Moses Nathaniel Sutton - Research Analyst
That's very helpful.
I don't know if this relates, but there were -- one of the metrics that seem to be different than prior quarters, was the average lease system size of about 8.5 kilowatts.
Anything there?
Is it just mix?
And maybe you could provide any comments there?
Also on the renewal value, I saw $0.40 per watt, usually you're more in the $0.50 range based on your calculation?
Lynn Michelle Jurich - Co-Founder, CEO & Director
Got it.
I'll take the system size.
There are some of the newer markets that we are growing and do tend to have larger system size.
One that where they standout would be Texas, which is a market where people use a lot of air conditioning and have bigger houses than in California.
So I think as you -- as the mix starts to penetrate in markets like that, you're going to see the size improve.
I think we're also always getting better at finding the more attractive customers, and larger system sizes generally yield more profitable projects.
So we also -- we're constantly refining our models to achieve that as well.
On the renewal, I would say there's just variations quarter-to-quarter.
We have also introduced 25-year contracts in some places, whereas before we were exclusively 20 years.
So that would cut that piece of the renewal in half in those instances.
Moses Nathaniel Sutton - Research Analyst
Got it.
And last one from me.
I'm not sure if you can provide this, but how much of your ongoing revenue and/or retain value is driven by SRECs?
We see the broader category of incentive revenue as well as some deferred revenue details, but the clean revenue number either nominally or as a percent of total, it's a bit obfuscated.
I'm just wondering if you can provide that.
Lynn Michelle Jurich - Co-Founder, CEO & Director
So in the definition of any A&G, you're asking how much attributed to SRECs.
So we -- I'm going to defer to Ed here to make sure I'm saying this correct, it's just the contracted, what is actually contracted is reflected in that number.

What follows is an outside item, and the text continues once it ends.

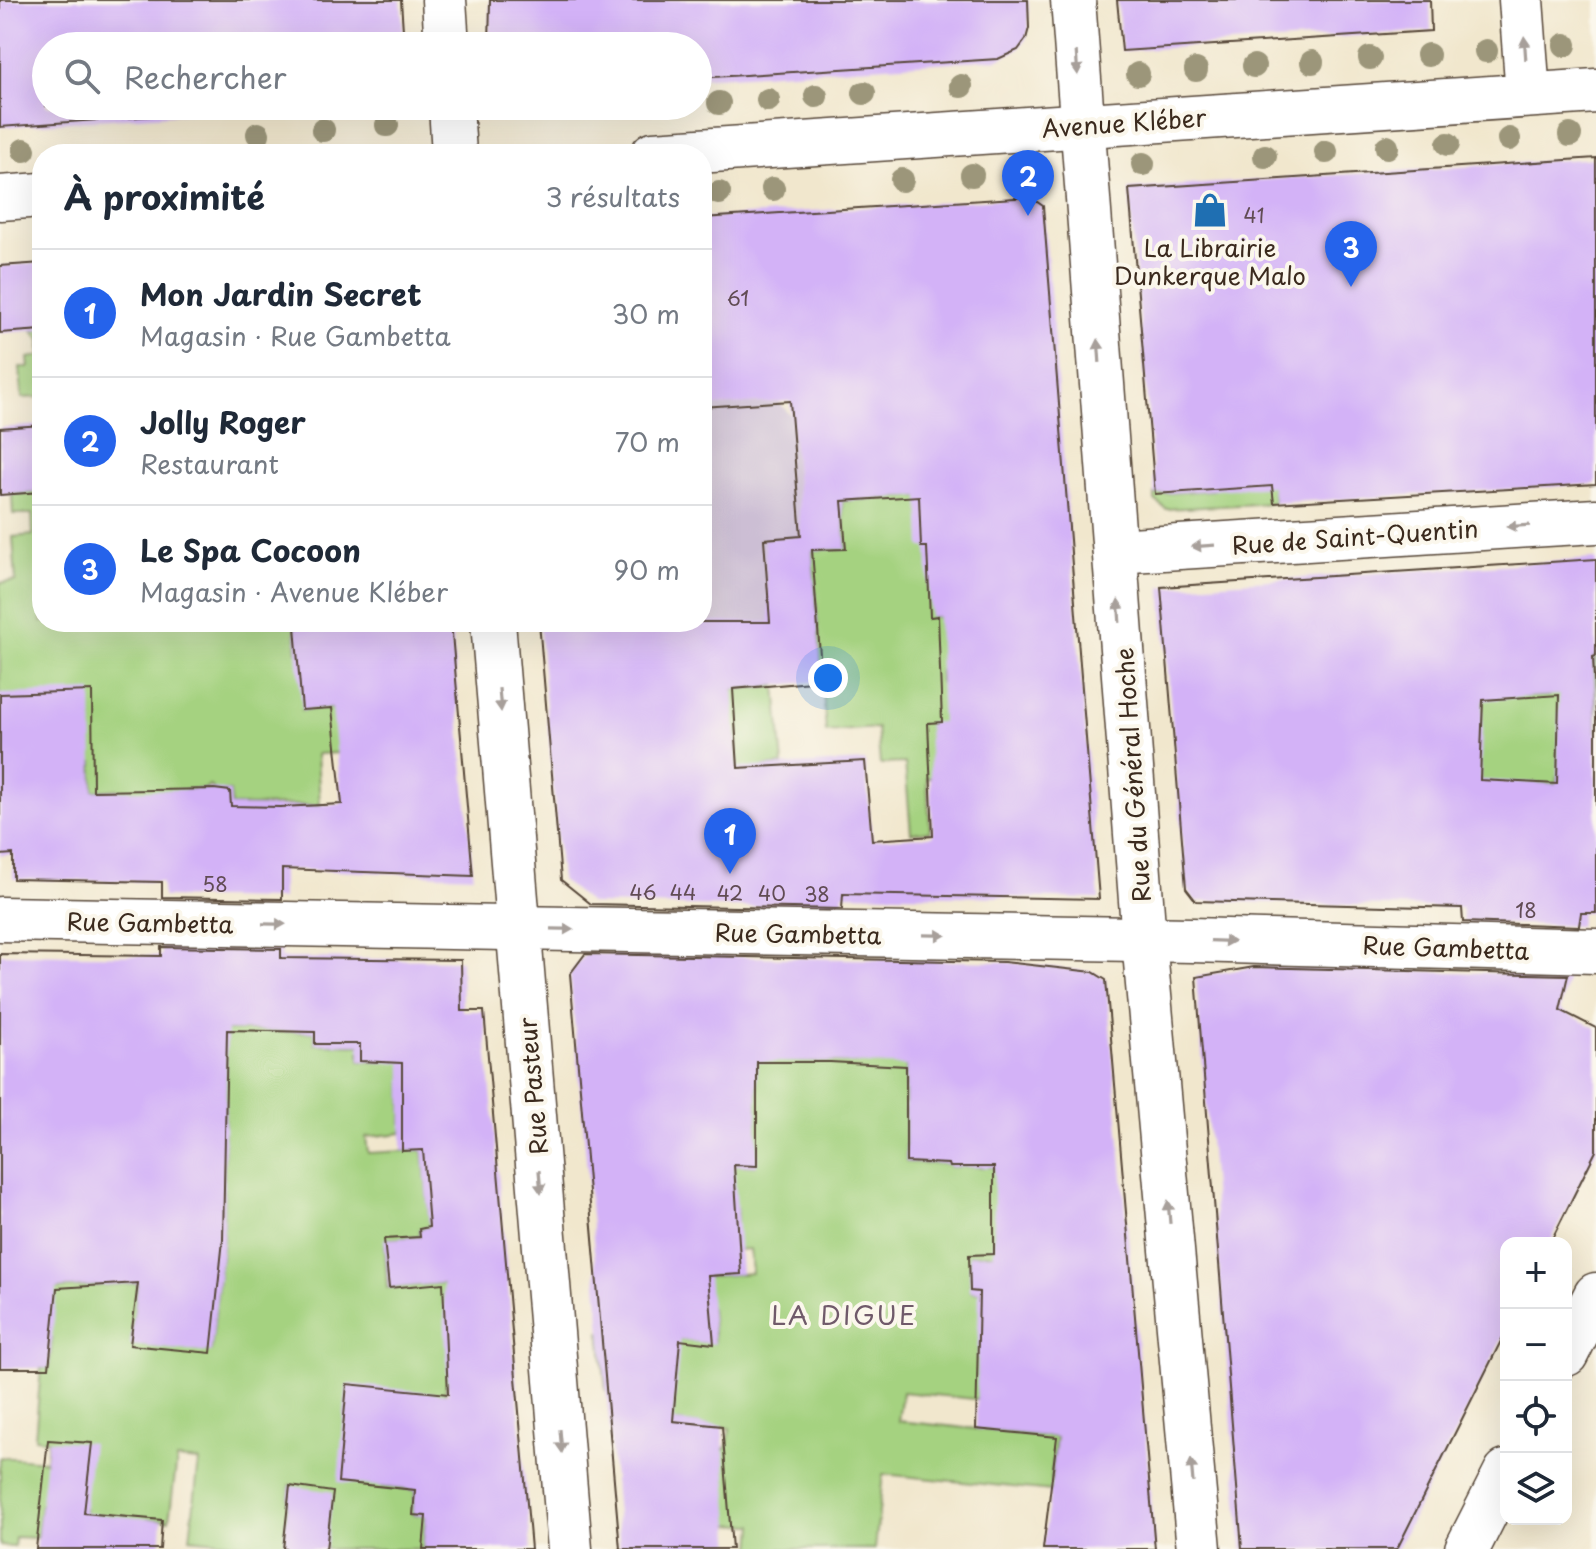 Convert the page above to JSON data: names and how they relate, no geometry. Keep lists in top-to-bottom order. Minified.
{"streets":{"street":["Avenue Kléber","Rue de Saint-Quentin","Rue du Général Hoche","Rue Gambetta","Rue Pasteur"]},"crossings":[["Avenue Kléber","Rue du Général Hoche"],["Rue de Saint-Quentin","Rue du Général Hoche"],["Rue du Général Hoche","Rue Gambetta"],["Rue Gambetta","Rue Pasteur"]],"one_way":["Rue de Saint-Quentin","Rue du Général Hoche","Rue Gambetta","Rue Pasteur"],"districts":["LA DIGUE"],"places":{"shop":["La Librairie Dunkerque Malo"]},"house_numbers":["41","61","58","46","44","42","40","38","18"],"page":{"search":"Rechercher","heading":["À proximité","3 résultats"],"pins":["2","3","1"],"list":[{"mark":"1","name":"Mon Jardin Secret","note":"Magasin · Rue Gambetta","value":"30 m"},{"mark":"2","name":"Jolly Roger","note":"Restaurant","value":"70 m"},{"mark":"3","name":"Le Spa Cocoon","note":"Magasin · Avenue Kléber","value":"90 m"}],"map_buttons":["+","−"]}}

So uncontracted SRECs, anything that we don't have a contract for would be incremental to that data.
Operator
Our next question comes from the line of Philip Shen from Roth Capital Partners.
Patrick Jobin - VP of Finance & IR
We can come back to Phil, move to the next question, operator?
Operator
Sure, sir.
Philip Shen - MD & Senior Research Analyst
Sorry, guys.
Can you hear me okay?
Patrick Jobin - VP of Finance & IR
Yes, we can hear you now, Phil.
Philip Shen - MD & Senior Research Analyst
Okay.
Great.
Okay.
Sorry about that.
So first question is on the Q3 guide.
How many megawatts do you think you left on the table as a result or do you think you will have left as a result of the longer cycle times and so forth?
Historically, your Q3 guide is between -- is up 10% to 20% sequentially over Q2.
And I think, today, your guidance is just 5% quarter-over-quarter.
So I'm guessing it's the cycle times, the tight labor market and so forth.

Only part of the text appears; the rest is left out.